### [Task objective]
Every line containing the string "text" should be returned from the records.

Records excerpted from a collection:
◆ ◆ ◆ ◆

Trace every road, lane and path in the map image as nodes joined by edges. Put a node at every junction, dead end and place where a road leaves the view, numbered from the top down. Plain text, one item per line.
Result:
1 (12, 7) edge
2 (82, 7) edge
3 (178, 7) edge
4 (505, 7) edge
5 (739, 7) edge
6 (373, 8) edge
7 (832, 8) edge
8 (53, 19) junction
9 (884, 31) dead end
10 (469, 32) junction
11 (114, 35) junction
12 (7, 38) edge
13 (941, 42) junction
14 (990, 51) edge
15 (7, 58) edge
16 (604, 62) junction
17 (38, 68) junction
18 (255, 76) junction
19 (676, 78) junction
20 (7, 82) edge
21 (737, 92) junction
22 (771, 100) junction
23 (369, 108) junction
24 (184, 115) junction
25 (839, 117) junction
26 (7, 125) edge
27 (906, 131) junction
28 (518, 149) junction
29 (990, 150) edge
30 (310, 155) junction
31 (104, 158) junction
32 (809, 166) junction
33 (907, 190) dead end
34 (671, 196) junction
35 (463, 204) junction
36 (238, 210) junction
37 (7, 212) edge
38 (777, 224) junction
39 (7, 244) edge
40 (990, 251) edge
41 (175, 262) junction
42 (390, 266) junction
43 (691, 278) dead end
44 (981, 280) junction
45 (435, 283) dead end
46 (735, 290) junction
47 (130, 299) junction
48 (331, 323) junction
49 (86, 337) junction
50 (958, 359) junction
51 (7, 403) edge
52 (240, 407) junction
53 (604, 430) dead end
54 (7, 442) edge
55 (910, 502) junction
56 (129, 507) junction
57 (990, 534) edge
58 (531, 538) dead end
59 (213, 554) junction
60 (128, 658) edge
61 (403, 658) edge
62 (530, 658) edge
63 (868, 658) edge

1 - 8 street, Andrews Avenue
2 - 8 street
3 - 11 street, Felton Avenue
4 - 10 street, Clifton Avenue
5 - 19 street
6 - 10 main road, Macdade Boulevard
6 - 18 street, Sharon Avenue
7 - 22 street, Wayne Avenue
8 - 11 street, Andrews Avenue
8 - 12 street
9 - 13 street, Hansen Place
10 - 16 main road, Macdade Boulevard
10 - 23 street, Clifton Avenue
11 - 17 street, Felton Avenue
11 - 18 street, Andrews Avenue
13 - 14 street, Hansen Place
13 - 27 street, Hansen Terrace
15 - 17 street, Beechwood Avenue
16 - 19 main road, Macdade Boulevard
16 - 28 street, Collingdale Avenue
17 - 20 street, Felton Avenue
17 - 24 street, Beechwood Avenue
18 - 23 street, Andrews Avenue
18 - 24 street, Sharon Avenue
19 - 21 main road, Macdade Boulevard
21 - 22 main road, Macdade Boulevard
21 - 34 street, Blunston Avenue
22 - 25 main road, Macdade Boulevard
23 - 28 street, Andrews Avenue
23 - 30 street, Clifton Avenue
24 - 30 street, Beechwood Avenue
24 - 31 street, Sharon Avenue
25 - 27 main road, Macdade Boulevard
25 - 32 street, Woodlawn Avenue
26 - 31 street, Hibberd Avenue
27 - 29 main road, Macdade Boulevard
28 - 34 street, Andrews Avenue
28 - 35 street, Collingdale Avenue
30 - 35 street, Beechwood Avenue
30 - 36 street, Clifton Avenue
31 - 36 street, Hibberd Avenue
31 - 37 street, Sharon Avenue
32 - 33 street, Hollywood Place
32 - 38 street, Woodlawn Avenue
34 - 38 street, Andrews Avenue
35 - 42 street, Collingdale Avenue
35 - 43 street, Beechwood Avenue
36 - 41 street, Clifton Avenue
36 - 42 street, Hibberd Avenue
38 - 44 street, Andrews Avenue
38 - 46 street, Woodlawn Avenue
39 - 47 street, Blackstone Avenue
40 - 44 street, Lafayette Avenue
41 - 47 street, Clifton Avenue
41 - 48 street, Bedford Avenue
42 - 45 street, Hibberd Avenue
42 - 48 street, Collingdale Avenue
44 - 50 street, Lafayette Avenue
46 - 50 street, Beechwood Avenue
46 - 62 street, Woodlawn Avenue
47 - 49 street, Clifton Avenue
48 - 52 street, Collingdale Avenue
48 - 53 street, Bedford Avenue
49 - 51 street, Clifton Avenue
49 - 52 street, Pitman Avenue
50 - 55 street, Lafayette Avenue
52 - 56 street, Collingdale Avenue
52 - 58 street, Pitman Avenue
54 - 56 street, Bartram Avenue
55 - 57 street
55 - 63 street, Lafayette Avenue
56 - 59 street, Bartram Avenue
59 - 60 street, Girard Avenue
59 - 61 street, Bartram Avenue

◆ ◆ ◆ ◆

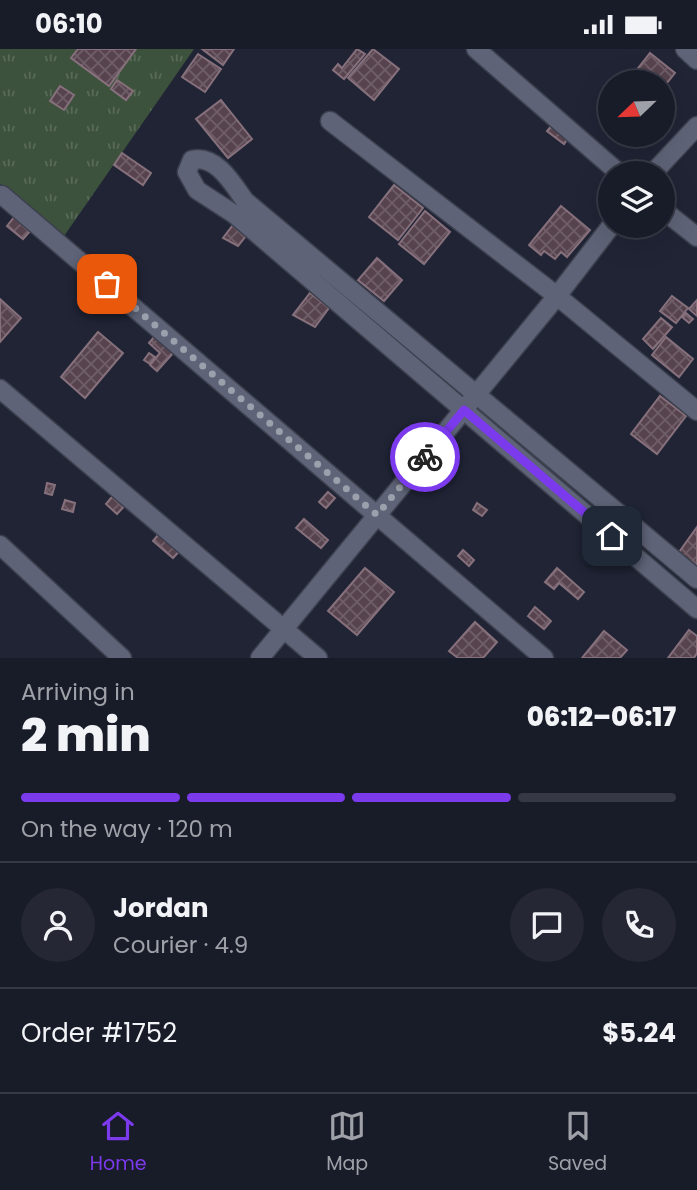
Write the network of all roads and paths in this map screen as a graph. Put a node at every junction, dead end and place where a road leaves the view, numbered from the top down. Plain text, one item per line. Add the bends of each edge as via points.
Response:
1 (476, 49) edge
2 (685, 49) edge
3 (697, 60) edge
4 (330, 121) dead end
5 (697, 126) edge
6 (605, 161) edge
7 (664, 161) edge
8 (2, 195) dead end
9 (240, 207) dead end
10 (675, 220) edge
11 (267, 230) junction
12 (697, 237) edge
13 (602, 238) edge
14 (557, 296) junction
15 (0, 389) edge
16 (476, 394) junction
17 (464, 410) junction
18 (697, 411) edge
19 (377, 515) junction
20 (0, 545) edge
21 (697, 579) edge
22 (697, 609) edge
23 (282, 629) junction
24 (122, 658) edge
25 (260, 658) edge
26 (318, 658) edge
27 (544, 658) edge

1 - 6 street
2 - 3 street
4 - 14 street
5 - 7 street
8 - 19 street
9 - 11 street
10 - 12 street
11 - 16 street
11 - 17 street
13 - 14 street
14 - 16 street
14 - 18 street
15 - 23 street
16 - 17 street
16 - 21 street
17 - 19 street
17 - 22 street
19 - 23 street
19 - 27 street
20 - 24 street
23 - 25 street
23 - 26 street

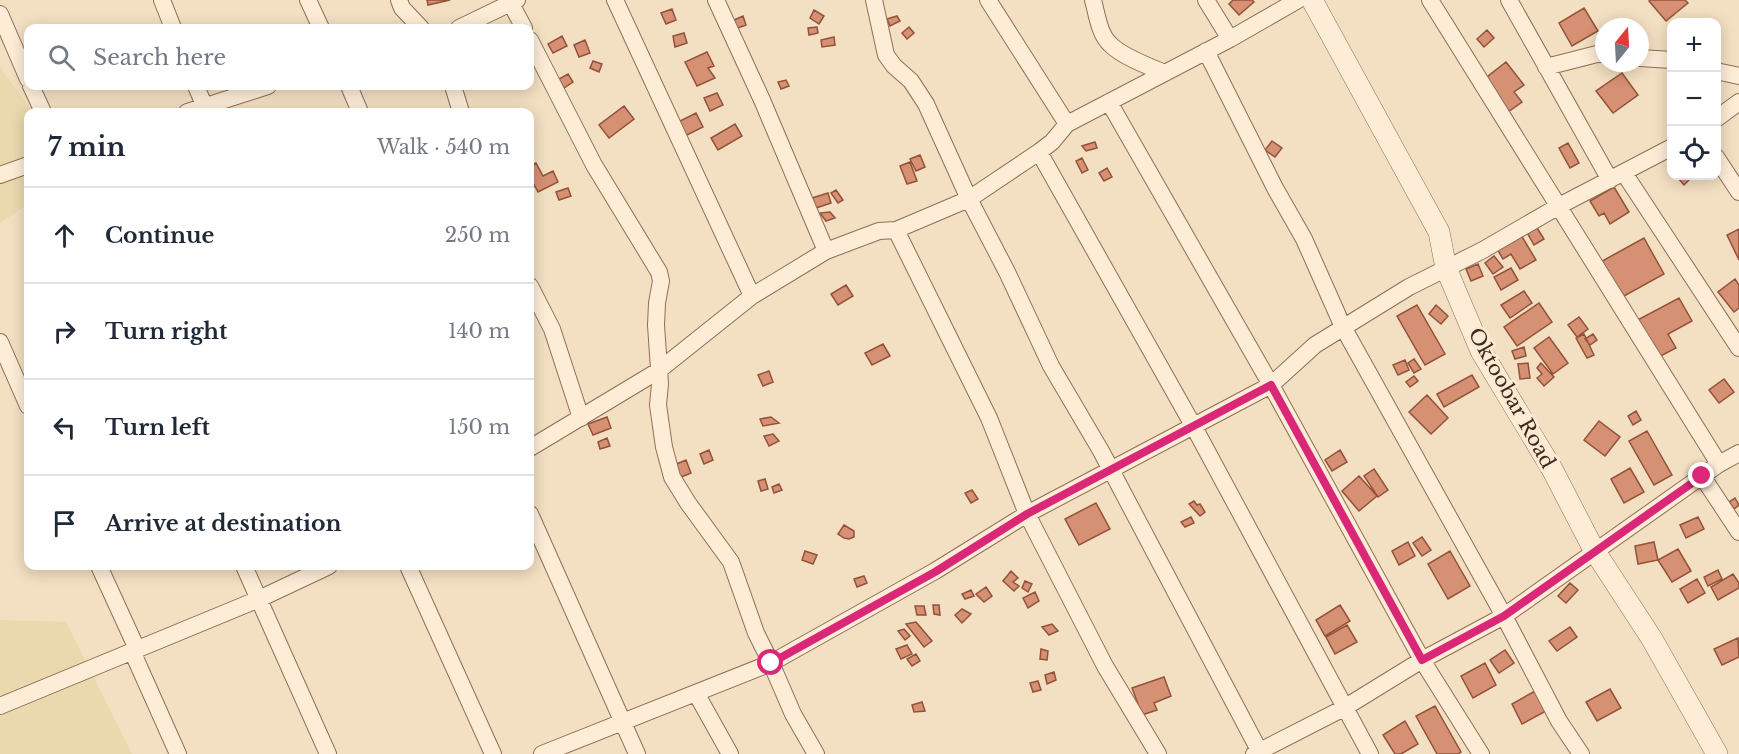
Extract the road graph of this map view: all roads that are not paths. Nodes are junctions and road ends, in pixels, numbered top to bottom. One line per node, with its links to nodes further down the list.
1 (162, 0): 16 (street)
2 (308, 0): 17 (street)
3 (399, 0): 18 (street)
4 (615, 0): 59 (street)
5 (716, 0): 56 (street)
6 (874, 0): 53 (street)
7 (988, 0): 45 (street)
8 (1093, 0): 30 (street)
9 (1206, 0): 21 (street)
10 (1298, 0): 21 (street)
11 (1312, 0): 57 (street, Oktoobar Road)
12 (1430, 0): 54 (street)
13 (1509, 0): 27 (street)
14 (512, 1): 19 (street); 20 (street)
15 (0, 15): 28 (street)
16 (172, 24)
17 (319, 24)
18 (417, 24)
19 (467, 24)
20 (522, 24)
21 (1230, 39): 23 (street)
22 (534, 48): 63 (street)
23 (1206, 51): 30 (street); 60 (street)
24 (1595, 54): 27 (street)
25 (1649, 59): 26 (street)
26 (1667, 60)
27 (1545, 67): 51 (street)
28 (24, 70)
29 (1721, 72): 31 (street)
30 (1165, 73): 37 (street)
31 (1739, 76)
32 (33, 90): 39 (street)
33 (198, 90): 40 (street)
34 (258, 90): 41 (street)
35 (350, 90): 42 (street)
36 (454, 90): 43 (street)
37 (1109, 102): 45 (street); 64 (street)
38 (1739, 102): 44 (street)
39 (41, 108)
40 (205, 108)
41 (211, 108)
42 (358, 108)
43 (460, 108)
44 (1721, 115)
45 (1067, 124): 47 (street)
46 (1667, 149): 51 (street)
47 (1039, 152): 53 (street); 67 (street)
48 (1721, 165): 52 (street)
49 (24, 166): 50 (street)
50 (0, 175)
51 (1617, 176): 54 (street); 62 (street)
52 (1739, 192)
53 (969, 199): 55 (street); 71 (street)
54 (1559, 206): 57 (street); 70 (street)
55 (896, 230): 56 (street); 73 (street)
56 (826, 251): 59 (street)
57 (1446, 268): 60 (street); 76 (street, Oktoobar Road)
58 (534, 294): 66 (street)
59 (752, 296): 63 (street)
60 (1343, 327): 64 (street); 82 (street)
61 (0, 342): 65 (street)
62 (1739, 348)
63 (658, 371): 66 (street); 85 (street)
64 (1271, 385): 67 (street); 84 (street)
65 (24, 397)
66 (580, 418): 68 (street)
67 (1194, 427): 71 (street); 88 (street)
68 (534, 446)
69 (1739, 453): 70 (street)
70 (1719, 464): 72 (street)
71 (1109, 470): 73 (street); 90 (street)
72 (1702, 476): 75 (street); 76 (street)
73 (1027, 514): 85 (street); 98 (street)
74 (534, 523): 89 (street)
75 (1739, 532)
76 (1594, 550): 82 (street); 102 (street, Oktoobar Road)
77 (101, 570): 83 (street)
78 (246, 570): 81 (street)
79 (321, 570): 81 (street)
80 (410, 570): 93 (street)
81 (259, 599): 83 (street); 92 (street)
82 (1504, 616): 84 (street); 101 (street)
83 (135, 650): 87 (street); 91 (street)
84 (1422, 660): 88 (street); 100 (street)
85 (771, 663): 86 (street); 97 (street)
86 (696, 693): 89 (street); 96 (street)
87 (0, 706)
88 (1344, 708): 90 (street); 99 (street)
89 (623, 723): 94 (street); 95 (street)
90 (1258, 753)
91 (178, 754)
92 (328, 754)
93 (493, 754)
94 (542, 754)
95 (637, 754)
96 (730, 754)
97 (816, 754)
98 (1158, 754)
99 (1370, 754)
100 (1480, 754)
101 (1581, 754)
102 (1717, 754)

◆ ◆ ◆ ◆

### [Solved problem]
Trace every road, lane and path in the map image as nodes joined by edges. Put a node at every junction, dead end and place where a road leaves the view, numbered from the top down. Plain text, one item per line.
Write the network of all roads and paths in this map screen as a graph. Put a node at every junction, dead end and place where a road leaves the view, numbered from the top down. Plain text, one item per line. Add the bends of each edge as via points.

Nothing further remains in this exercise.